Les chaumes retenus par les oies en guise de réfectoire occupent presque toujours le site d’anciennes prairies. Personne ne sait si cette préférence pour le maïs de la prairie correspond à une plus haute valeur nutritive ou à quelque tradition ancestrale transmise de génération en génération depuis l’époque de la Grande Prairie. Peut-être tient-elle simplement au fait que ces champs-là sont en général assez vastes. Si je pouvais suivre les débats orageux qui précèdent et suivent chaque raid dans les champs de maïs, je connaitrais bien vite la réponse. Mais je ne le peux pas, et je suis content de ce mystère. Quel monde ennuyeux qu’un monde où nous saurions tout sur les oies !

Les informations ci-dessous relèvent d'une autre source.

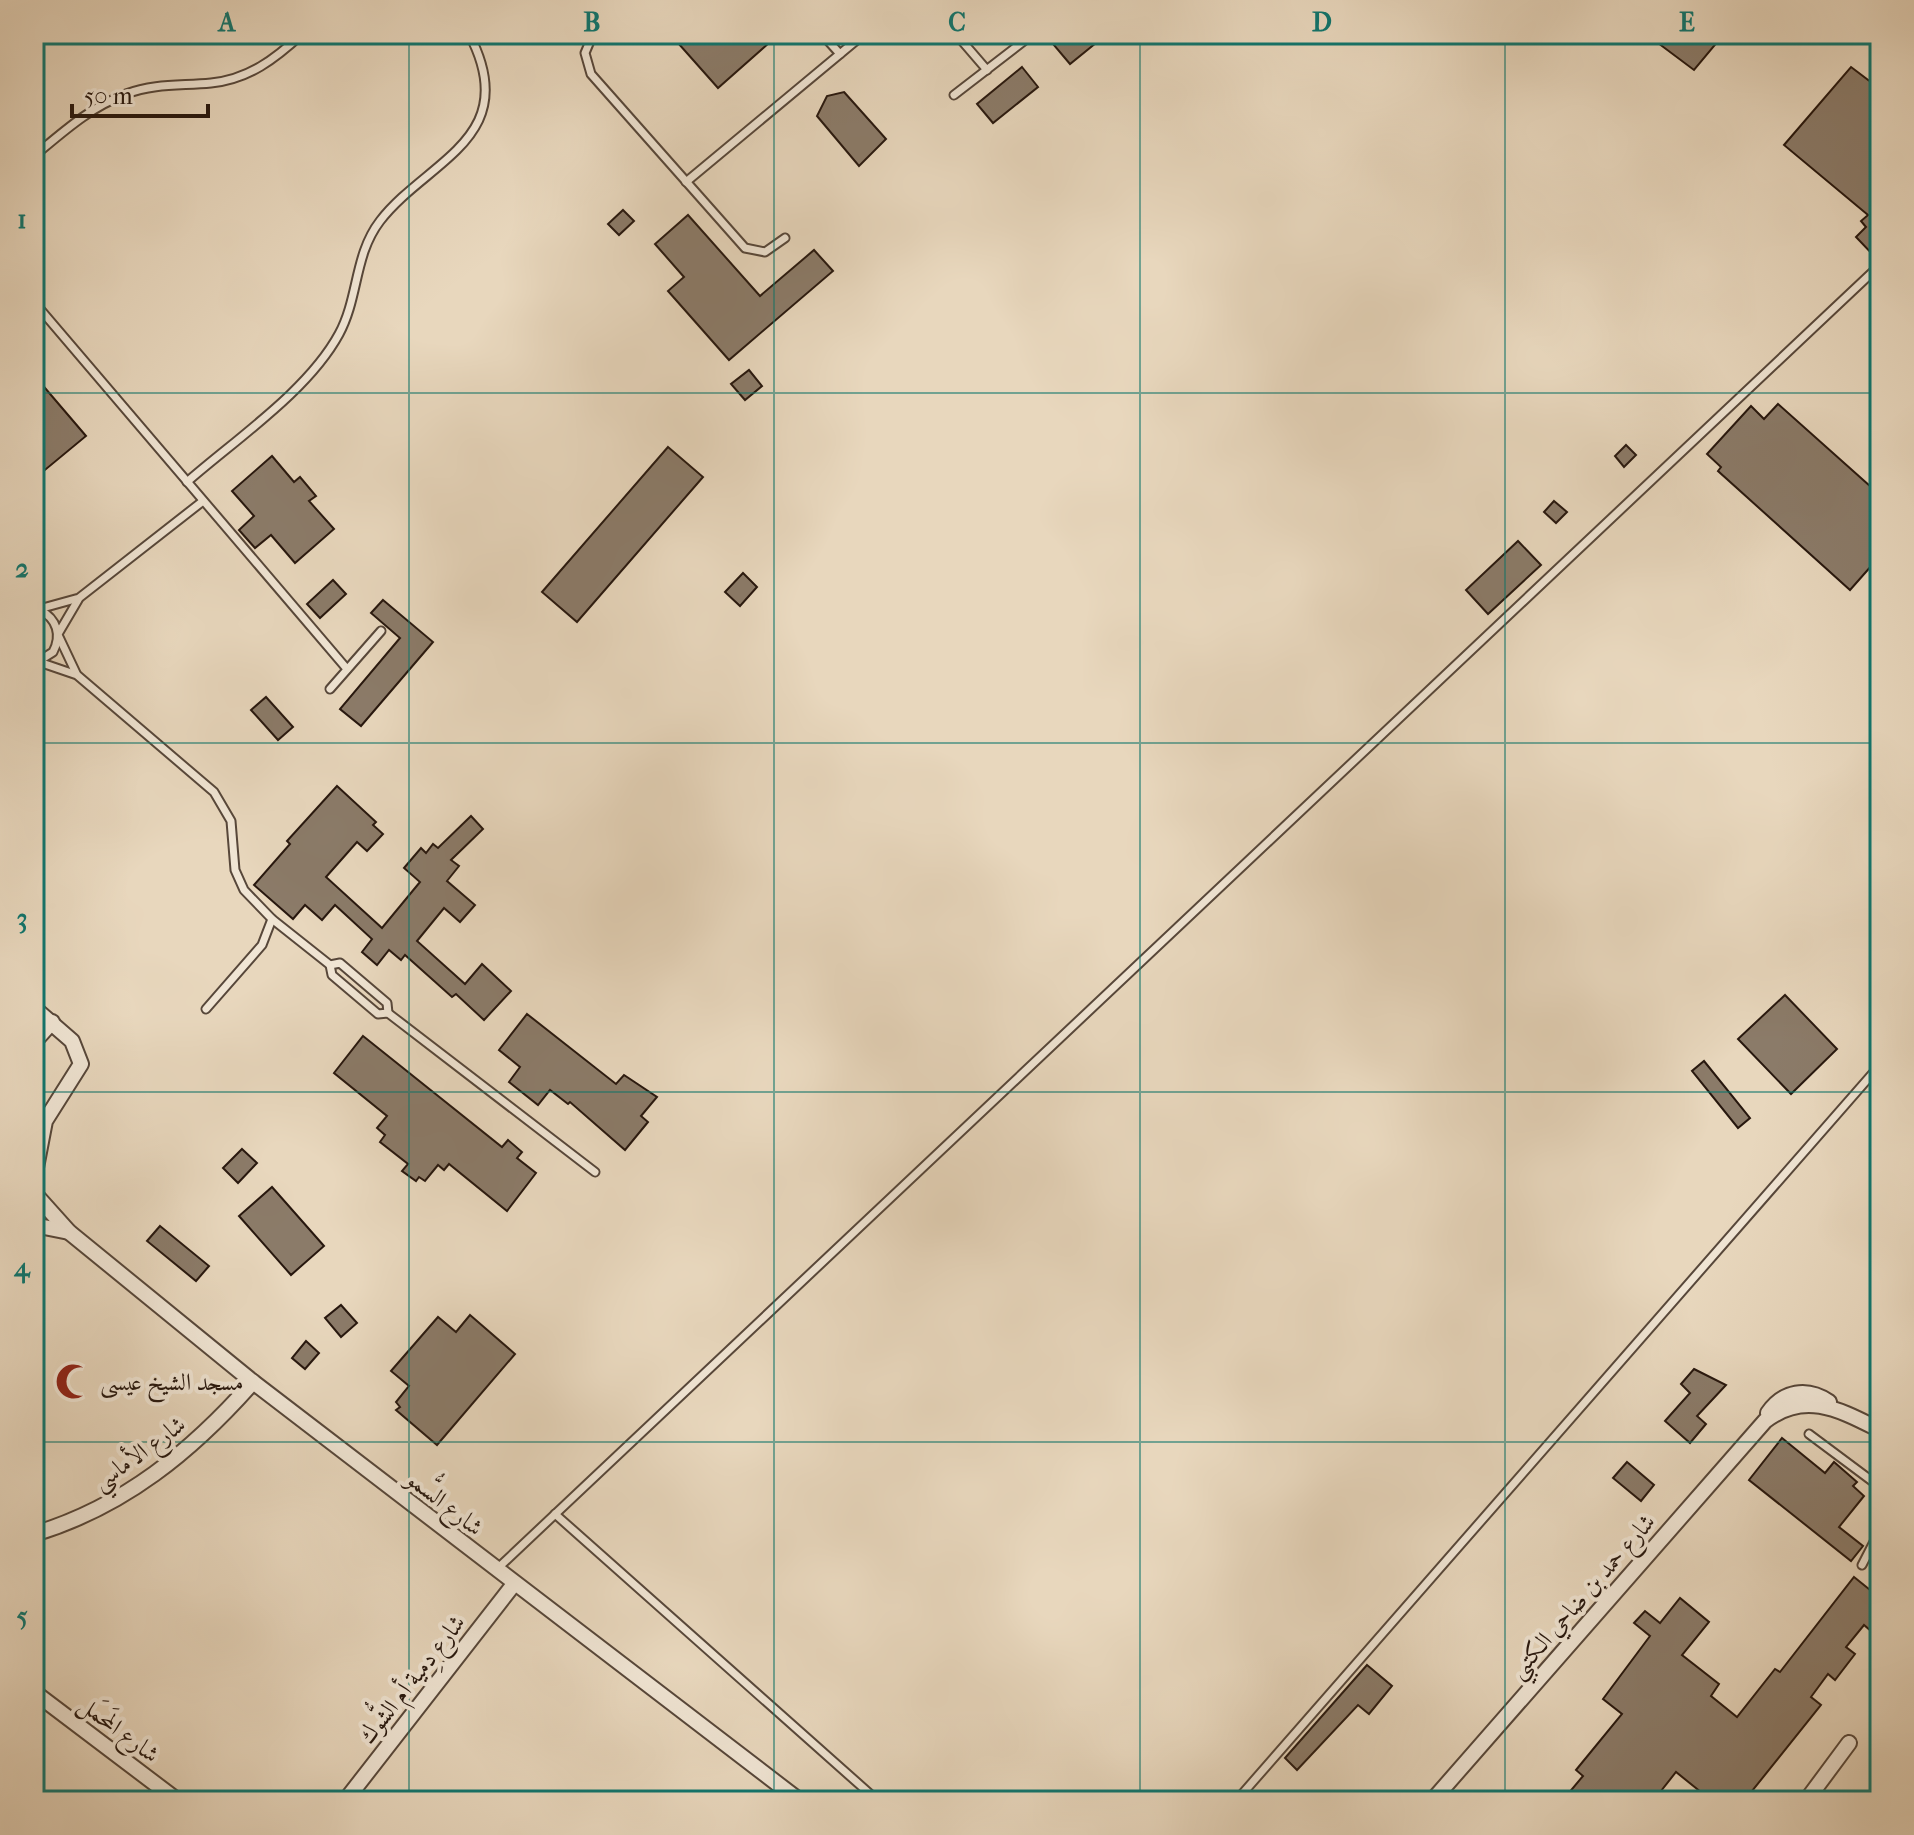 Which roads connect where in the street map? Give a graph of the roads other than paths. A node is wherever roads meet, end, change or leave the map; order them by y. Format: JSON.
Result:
{"nodes":[{"id":1,"x":302,"y":34,"type":"edge"},
{"id":2,"x":469,"y":34,"type":"edge"},
{"id":3,"x":593,"y":34,"type":"edge"},
{"id":4,"x":822,"y":34,"type":"edge"},
{"id":5,"x":864,"y":34,"type":"edge"},
{"id":6,"x":956,"y":34,"type":"edge"},
{"id":7,"x":1033,"y":34,"type":"edge"},
{"id":8,"x":840,"y":54,"type":"junction"},
{"id":9,"x":987,"y":70,"type":"junction"},
{"id":10,"x":954,"y":95,"type":"dead end"},
{"id":11,"x":34,"y":156,"type":"edge"},
{"id":12,"x":686,"y":182,"type":"junction"},
{"id":13,"x":785,"y":238,"type":"dead end"},
{"id":14,"x":1880,"y":265,"type":"edge"},
{"id":15,"x":34,"y":302,"type":"edge"},
{"id":16,"x":187,"y":482,"type":"junction"},
{"id":17,"x":203,"y":501,"type":"junction"},
{"id":18,"x":79,"y":598,"type":"junction"},
{"id":19,"x":36,"y":609,"type":"edge"},
{"id":20,"x":381,"y":631,"type":"dead end"},
{"id":21,"x":58,"y":635,"type":"junction"},
{"id":22,"x":37,"y":663,"type":"edge"},
{"id":23,"x":347,"y":669,"type":"junction"},
{"id":24,"x":77,"y":675,"type":"junction"},
{"id":25,"x":330,"y":689,"type":"dead end"},
{"id":26,"x":272,"y":919,"type":"junction"},
{"id":27,"x":330,"y":965,"type":"junction"},
{"id":28,"x":34,"y":1008,"type":"edge"},
{"id":29,"x":206,"y":1009,"type":"dead end"},
{"id":30,"x":388,"y":1013,"type":"junction"},
{"id":31,"x":52,"y":1022,"type":"junction"},
{"id":32,"x":34,"y":1042,"type":"edge"},
{"id":33,"x":1880,"y":1065,"type":"edge"},
{"id":34,"x":595,"y":1172,"type":"dead end"},
{"id":35,"x":34,"y":1178,"type":"edge"},
{"id":36,"x":34,"y":1193,"type":"edge"},
{"id":37,"x":34,"y":1225,"type":"edge"},
{"id":38,"x":69,"y":1232,"type":"junction"},
{"id":39,"x":253,"y":1382,"type":"junction"},
{"id":40,"x":1880,"y":1430,"type":"edge"},
{"id":41,"x":1809,"y":1434,"type":"dead end"},
{"id":42,"x":1880,"y":1487,"type":"edge"},
{"id":43,"x":555,"y":1514,"type":"junction"},
{"id":44,"x":1880,"y":1530,"type":"edge"},
{"id":45,"x":34,"y":1534,"type":"edge"},
{"id":46,"x":1862,"y":1565,"type":"dead end"},
{"id":47,"x":496,"y":1570,"type":"junction"},
{"id":48,"x":514,"y":1584,"type":"junction"},
{"id":49,"x":34,"y":1692,"type":"edge"},
{"id":50,"x":1849,"y":1743,"type":"dead end"},
{"id":51,"x":178,"y":1801,"type":"edge"},
{"id":52,"x":345,"y":1801,"type":"edge"},
{"id":53,"x":800,"y":1801,"type":"edge"},
{"id":54,"x":878,"y":1801,"type":"edge"},
{"id":55,"x":1236,"y":1801,"type":"edge"},
{"id":56,"x":1432,"y":1801,"type":"edge"},
{"id":57,"x":1806,"y":1801,"type":"edge"}],
"edges":[{"from":1,"to":11,"type":"lane"},
{"from":2,"to":16,"type":"lane"},
{"from":3,"to":12,"type":"lane"},
{"from":4,"to":8,"type":"lane"},
{"from":5,"to":8,"type":"lane"},
{"from":6,"to":9,"type":"lane"},
{"from":7,"to":9,"type":"lane"},
{"from":8,"to":12,"type":"lane"},
{"from":9,"to":10,"type":"lane"},
{"from":12,"to":13,"type":"lane"},
{"from":14,"to":43,"type":"lane"},
{"from":15,"to":16,"type":"lane"},
{"from":16,"to":17,"type":"lane"},
{"from":17,"to":18,"type":"lane"},
{"from":17,"to":23,"type":"lane"},
{"from":18,"to":19,"type":"lane"},
{"from":18,"to":21,"type":"lane"},
{"from":19,"to":21,"type":"lane"},
{"from":20,"to":23,"type":"lane"},
{"from":21,"to":22,"type":"lane"},
{"from":21,"to":24,"type":"lane"},
{"from":22,"to":24,"type":"lane"},
{"from":23,"to":25,"type":"lane"},
{"from":24,"to":26,"type":"lane"},
{"from":26,"to":27,"type":"lane"},
{"from":26,"to":29,"type":"lane"},
{"from":27,"to":30,"type":"lane"},
{"from":27,"to":30,"type":"lane"},
{"from":28,"to":31,"type":"street"},
{"from":30,"to":34,"type":"lane"},
{"from":31,"to":32,"type":"street"},
{"from":31,"to":35,"type":"street"},
{"from":33,"to":55,"type":"lane"},
{"from":36,"to":38,"type":"street","name":"شارع السُّمو"},
{"from":37,"to":38,"type":"street","name":"شارع السُّمو"},
{"from":38,"to":39,"type":"street","name":"شارع السُّمو"},
{"from":39,"to":45,"type":"street","name":"شارع الأماسي"},
{"from":39,"to":47,"type":"street","name":"شارع السُّمو"},
{"from":40,"to":56,"type":"street","name":"شارع حمد بن ضاحي الكتبي"},
{"from":41,"to":42,"type":"lane"},
{"from":43,"to":47,"type":"lane"},
{"from":43,"to":54,"type":"lane"},
{"from":44,"to":46,"type":"lane"},
{"from":47,"to":48,"type":"street","name":"شارع السُّمو"},
{"from":48,"to":52,"type":"street","name":"شارع دِمية أم الشُّوك"},
{"from":48,"to":53,"type":"street","name":"شارع السُّمو"},
{"from":49,"to":51,"type":"street","name":"شارع المَحمَل"},
{"from":50,"to":57,"type":"street"}]}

Lorsqu’on observe ainsi les rites quotidiens d’une congrégation d’oies, on ne peut que remarquer la prédominance des célibataires — des oies solitaires qui passent beaucoup de temps à s’exprimer et à voleter de-ci de-là. On est empreint à leur prêter des accents désolés, et à conclure un peu vite que ce sont des veufs au cœur brisé, ou des mères à la recherche d’enfants disparus. L’ornithologue averti connaît les risques que l’on court à se lancer dans ce genre d’interprétation subjective du comportement des oiseaux. J’ai longtemps cherché à aborder cette question de façon impartiale.

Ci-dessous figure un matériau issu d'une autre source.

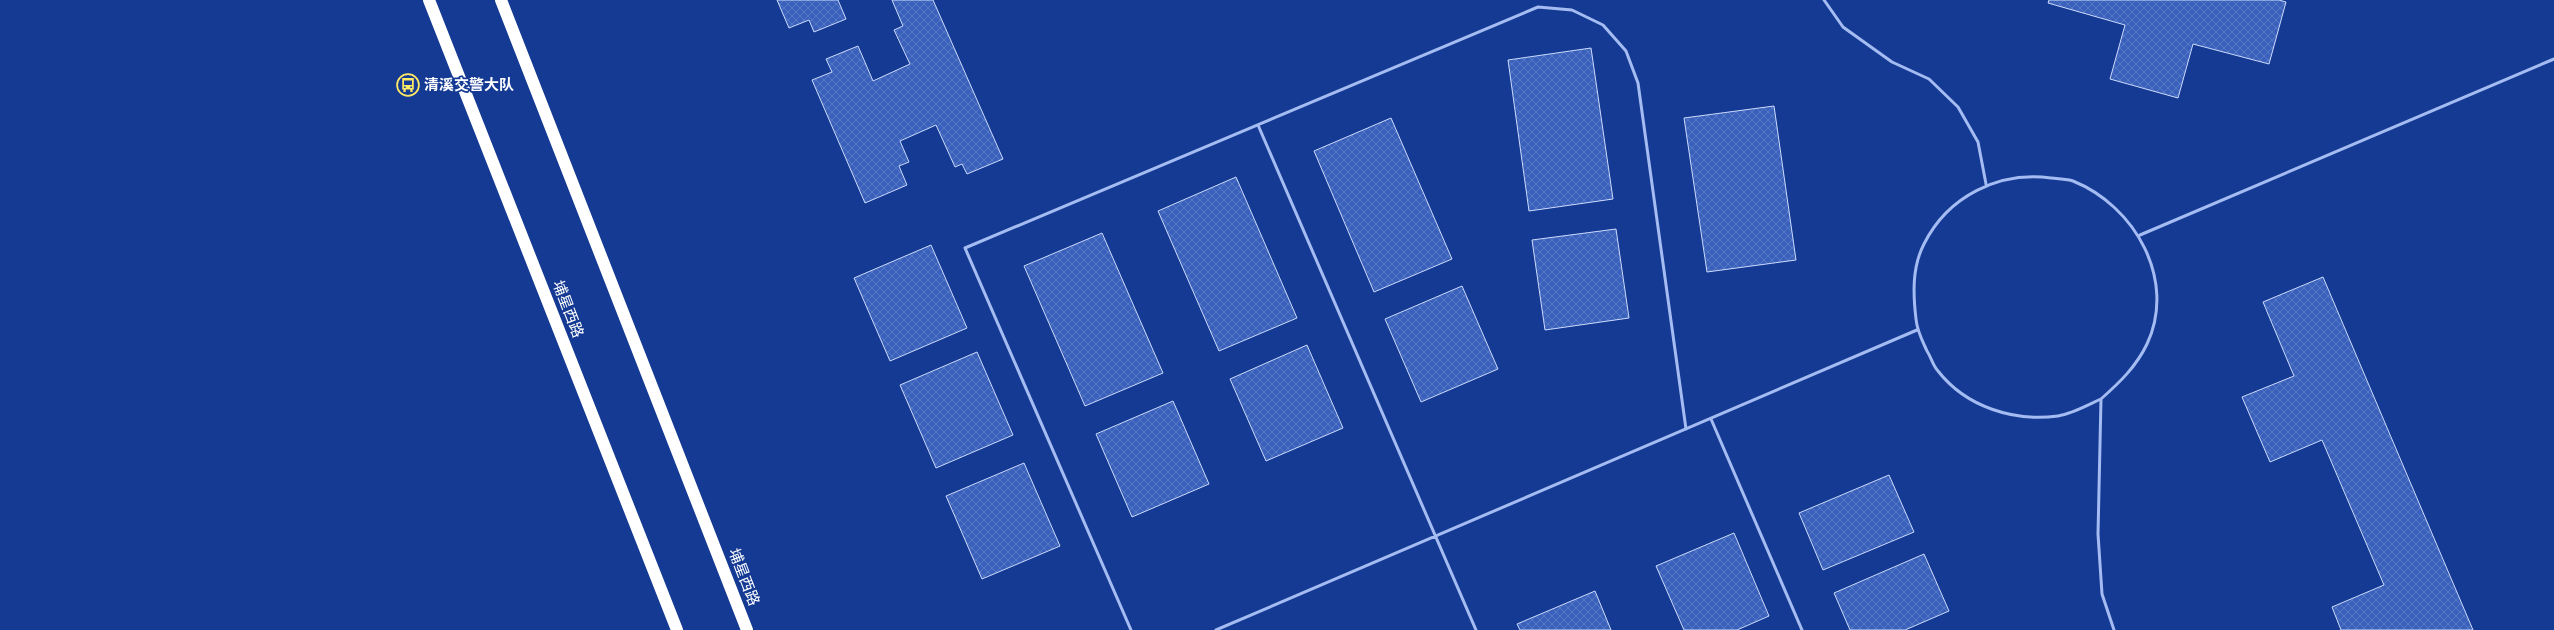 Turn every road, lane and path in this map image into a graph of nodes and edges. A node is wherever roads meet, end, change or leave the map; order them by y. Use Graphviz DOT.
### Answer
graph roads {
  1 [pos="429,0"];
  2 [pos="501,0"];
  3 [pos="1824,0"];
  4 [pos="2554,59"];
  5 [pos="1258,125"];
  6 [pos="1986,184"];
  7 [pos="2140,235"];
  8 [pos="1917,330"];
  9 [pos="2101,399"];
  10 [pos="1711,419"];
  11 [pos="1686,429"];
  12 [pos="677,630"];
  13 [pos="748,630"];
  14 [pos="1131,630"];
  15 [pos="1216,630"];
  16 [pos="1476,630"];
  17 [pos="1802,630"];
  18 [pos="2114,630"];
  1 -- 12 [label="highway, 埔星西路"];
  2 -- 13 [label="highway, 埔星西路"];
  3 -- 6 [label="lane"];
  4 -- 7 [label="lane"];
  5 -- 11 [label="lane"];
  5 -- 14 [label="lane"];
  5 -- 16 [label="lane"];
  6 -- 7 [label="lane"];
  6 -- 8 [label="lane"];
  7 -- 9 [label="lane"];
  8 -- 9 [label="lane"];
  8 -- 10 [label="lane"];
  9 -- 18 [label="lane"];
  10 -- 11 [label="lane"];
  10 -- 17 [label="lane"];
  11 -- 15 [label="lane"];
}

Après que mes étudiants et moi-même eûmes compté pendant une demi-douzaine d’années le nombre d’individus qui constituait le troupeau, la présence d’oies solitaires s’éclaira tout à coup d’une signification imprévue. L’analyse mathématique nous fit voir en effet que les troupeaux de six, ou de multiples de six, étaient de loin plus fréquents que si leur composition avait été laissée au hasard. Autrement dit, les troupeaux d’oies sont en réalité des familles, ou des agrégats de familles, et les oies solitaires qu’on voit au printemps sont sans doute précisément ce que notre imagination sentimentale nous portait à croire, à savoir des survivants endeuillés de la fusillade de l’hiver, à la recherche de leurs proches. A présent je peux donner libre cours à ma compassion pour les cacardeurs solitaires.

Il est assez rare que la sobriété d’une déduction mathématique vienne ainsi confirmer les pressentiments de l’amoureux des oiseaux.

Les soirs d’avril, quand le temps nous permet de nous asseoir dehors, nous prenons plaisir à écouter la conversation en cours dans le marais. Il y a de longs moments de silence où l’on n’entend plus que le vannage des bécassines, le hou-hou d’une chouette au loin ou le gloussement nasillard d’un foulque amoureux. Puis, tout à coup, un coin-coin strident retentit et, l’instant d’après, c’est une cacophonie de battements d’aileron frénétiques, de proues sombres propulsées par des pagaies barattant l’eau, toute une clameur montant des rangs de l’assistance de quelque véhémente controverse. Quelqu’un finit par avoir le dernier mot, et le vacarme se réduit progressivement jusqu’à ce bavardage à peine audible qui ne s’interrompt que rarement chez les oies. Là encore, je voudrais être un rat musqué !

Lorsque les pasques fleurissent, nous savons que le congrès des oies touche à sa fin. Vienne le mois de mai, notre marais n’est plus qu’étendue d’herbe trempée, comme d’habitude, où seuls les râles et les carouges mettent un peu d’animation."